[Stored data entries]

== == ==

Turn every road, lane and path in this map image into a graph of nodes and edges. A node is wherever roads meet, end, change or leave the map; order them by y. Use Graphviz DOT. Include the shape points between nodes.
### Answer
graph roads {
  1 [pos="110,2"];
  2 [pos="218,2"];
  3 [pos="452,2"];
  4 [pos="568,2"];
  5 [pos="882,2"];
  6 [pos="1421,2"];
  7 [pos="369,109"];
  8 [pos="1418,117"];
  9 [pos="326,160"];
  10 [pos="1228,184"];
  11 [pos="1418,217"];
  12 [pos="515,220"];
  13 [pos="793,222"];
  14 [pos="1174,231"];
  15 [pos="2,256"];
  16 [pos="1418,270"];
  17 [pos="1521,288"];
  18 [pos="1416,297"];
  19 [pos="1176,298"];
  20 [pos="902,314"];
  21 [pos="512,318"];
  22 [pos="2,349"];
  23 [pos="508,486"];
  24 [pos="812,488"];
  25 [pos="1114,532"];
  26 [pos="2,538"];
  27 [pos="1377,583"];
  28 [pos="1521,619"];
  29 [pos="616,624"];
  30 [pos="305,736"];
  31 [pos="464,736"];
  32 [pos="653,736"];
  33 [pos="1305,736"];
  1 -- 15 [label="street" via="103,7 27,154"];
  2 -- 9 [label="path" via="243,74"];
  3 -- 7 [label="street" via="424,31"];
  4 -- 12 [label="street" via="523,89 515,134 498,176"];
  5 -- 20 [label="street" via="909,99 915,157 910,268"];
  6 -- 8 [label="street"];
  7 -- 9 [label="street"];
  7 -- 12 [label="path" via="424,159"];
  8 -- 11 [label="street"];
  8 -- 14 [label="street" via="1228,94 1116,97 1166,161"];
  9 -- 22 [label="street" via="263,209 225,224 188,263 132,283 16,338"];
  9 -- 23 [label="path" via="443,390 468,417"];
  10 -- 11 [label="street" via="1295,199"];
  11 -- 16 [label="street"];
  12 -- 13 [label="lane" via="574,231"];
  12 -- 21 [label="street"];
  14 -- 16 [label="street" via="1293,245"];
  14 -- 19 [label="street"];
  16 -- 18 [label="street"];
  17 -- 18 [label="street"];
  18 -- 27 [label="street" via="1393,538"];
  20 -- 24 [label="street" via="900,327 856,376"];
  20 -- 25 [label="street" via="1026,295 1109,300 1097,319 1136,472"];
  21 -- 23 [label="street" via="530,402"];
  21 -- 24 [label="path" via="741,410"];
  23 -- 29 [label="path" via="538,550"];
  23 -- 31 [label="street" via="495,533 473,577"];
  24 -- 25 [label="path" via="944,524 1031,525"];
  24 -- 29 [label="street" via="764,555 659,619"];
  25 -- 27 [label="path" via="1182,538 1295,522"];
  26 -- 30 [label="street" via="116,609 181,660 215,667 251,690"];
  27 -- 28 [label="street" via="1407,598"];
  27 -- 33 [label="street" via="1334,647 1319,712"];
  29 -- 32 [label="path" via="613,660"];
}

== == ==

**Exercise requirements:**
State how many lines of the data above contain the word "lane", and include nothing other than that number.

**Exercise result:**
2